In late 2023, Keoghan began a relationship with American singer Sabrina Carpenter, appearing in the music video for her song "Please Please Please". The pair split in 2024. Afterward, Keoghan claimed to be receiving threats from Carpenter fans directed at himself, his grandmother, and his then two-year-old son. Keoghan also alleged some fans stood outside the home in which his son and ex-girlfriend were living.

In November 2024, Keoghan said in an interview on The Louis Theroux Podcast that a thick skin was required to deal with online hate.

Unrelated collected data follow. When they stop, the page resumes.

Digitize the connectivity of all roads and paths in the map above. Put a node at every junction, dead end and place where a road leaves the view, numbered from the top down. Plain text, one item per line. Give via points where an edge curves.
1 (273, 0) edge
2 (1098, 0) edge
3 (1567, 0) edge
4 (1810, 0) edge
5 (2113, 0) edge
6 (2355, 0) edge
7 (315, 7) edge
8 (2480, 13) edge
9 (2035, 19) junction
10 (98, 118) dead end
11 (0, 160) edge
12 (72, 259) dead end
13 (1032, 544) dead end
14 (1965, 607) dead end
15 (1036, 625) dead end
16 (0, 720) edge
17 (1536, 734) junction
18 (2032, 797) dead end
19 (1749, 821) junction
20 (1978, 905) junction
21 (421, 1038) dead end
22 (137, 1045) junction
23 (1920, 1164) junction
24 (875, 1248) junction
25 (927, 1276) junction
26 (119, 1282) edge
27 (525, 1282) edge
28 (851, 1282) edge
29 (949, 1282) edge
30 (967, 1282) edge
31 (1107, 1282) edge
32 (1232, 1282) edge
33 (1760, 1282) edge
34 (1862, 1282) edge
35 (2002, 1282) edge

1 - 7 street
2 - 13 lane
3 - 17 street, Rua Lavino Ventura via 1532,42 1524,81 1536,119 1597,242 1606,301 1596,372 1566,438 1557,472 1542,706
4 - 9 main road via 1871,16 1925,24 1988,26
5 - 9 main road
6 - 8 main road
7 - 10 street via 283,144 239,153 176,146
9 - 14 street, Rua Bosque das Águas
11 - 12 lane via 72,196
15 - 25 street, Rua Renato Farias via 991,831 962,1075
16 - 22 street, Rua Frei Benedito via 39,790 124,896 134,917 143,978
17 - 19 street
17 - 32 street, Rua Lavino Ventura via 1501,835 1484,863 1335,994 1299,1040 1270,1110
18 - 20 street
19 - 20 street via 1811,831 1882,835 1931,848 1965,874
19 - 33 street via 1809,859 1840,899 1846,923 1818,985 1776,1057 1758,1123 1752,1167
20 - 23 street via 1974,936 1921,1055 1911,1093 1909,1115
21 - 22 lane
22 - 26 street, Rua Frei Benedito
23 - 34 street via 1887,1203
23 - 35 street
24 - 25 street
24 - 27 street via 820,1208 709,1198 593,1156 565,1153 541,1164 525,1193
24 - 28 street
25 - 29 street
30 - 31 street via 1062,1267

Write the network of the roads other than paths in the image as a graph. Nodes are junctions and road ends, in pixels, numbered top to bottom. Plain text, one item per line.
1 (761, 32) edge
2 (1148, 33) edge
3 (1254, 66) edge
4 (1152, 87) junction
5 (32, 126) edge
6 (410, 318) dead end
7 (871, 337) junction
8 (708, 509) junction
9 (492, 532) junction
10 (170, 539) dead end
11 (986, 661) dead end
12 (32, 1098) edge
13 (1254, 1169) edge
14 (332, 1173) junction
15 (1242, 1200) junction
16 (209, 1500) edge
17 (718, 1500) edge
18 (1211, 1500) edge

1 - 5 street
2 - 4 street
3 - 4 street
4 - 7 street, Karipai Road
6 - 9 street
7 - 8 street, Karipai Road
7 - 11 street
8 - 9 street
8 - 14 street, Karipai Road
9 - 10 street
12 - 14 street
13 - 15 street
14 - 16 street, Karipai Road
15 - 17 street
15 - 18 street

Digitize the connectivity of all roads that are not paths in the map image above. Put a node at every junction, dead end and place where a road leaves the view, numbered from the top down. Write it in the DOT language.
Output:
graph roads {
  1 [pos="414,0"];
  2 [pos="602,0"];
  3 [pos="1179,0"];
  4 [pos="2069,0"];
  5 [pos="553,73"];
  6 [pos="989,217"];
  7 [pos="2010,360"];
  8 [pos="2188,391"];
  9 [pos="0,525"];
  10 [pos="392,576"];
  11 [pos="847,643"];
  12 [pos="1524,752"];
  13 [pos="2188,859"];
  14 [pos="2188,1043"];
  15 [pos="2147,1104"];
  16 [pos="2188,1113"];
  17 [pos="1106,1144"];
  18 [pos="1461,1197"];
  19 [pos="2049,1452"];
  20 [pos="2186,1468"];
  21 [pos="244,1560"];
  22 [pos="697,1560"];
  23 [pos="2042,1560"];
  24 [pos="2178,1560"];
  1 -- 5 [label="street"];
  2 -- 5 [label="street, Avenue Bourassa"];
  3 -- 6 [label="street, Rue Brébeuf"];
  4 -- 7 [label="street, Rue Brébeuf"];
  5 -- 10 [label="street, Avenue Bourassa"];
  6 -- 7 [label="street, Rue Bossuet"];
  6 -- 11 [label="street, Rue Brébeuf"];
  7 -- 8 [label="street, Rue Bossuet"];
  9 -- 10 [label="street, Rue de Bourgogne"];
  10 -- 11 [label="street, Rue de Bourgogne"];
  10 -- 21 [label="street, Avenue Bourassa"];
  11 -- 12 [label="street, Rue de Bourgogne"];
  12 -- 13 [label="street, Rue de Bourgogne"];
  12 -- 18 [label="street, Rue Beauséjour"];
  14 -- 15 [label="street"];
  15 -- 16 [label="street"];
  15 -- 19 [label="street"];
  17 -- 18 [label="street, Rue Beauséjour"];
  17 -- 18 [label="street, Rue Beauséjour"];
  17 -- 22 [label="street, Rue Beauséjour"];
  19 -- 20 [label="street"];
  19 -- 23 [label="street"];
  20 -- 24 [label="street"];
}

In a March 2026 interview with SiriusXM, he said he avoids online platforms and the public because of harsh criticism of himself and his looks, and that it bothers him that his son may read these things later.

== Filmography ==
===Film===

| Year | Title | Role | Notes | Ref. |
| 2011 | Stand Up | Stand up Bully | Short film |  |
| Between the Canals | Aido |  |  |
| 2012 | Stalker | Tommy |  |  |
| King of the Travellers | Young Dublin Lad |  |  |
| 2013 | Wasted | Ben | Short film |  |
| Life's a Breeze | Pizza Guy |  |  |
| Stay | Sean Meehan |  |  |
| 2014 | '71 | Sean Bannon |  |  |
| Standby | Crusty |  |  |
| North | Aaron | Short film |  |
| 2015 | Norfolk | Boy |  |  |
| Traders | Ken |  |  |
| The Break | Sean | Short film |  |
| 2016 | Mammal | Joe |  |  |
| Trespass Against Us | Windows |  |  |
| Candy Floss | Shane | Short film |  |
| 2017 | Light Thereafter | Pavel |  |  |
| The Killing of a Sacred Deer | Martin Lang |  |  |
| Dunkirk | George Mills |  |  |
| 2018 | American Animals | Spencer Reinhard |  |  |
| Black '47 | Hobson |  |  |
| 2019 | Calm With Horses | Dymphna |  |  |
| 2021 | The Green Knight | Scavenger |  |  |
| Eternals | Druig |  |  |
| 2022 | The Batman | Joker | Credited as "Unseen Arkham Prisoner"; cameo |  |
| The Banshees of Inisherin | Dominic Kearney |  |  |
| 2023 | Saltburn | Oliver Quick |  |  |
| 2024 | Bird | Bug |  |  |
| Bring Them Down | Jack |  |  |
| 2025 | Hurry Up Tomorrow | Lee |  |  |
| 2026 | Crime 101 | Ormon |  |  |
| Peaky Blinders: The Immortal Man | Duke Shelby |  |  |
| Butterfly Jam | Azik |  |  |
| Lemonade † | Josh |  |  |
| 2028 | The Beatles – A Four-Film Cinematic Event † | Ringo Starr | Filming |  |
Key
| † | Denotes films that have not yet been released |

===Television===

| Year | Title | Role | Notes | Ref. |
| 2011 | Fair City | Dave Donoghue | 3 episodes |  |
| 2013 | Jack Taylor: Priest | Hoodie 1 | Television film |  |
| Love/Hate | Wayne | 6 episodes |  |
| 2016 | Rebellion | Cormac McDevitt | 4 episodes |  |
| 2019 | Chernobyl | Pavel | Miniseries; 2 episodes |  |
| 2023 | Top Boy | Jonny | 3 episodes |  |
| 2024 | Masters of the Air | Lt. Curtis Biddick | Miniseries; 3 episodes |  |

===Music videos===

| Year | Title | Artist(s) |
| 2024 | "Please Please Please" | Sabrina Carpenter |
| "Bug" | Fontaines D.C. |

== Accolades ==

Keoghan has received various accolades, including a BAFTA Film Award and nominations for an Academy Award and two Golden Globe Awards.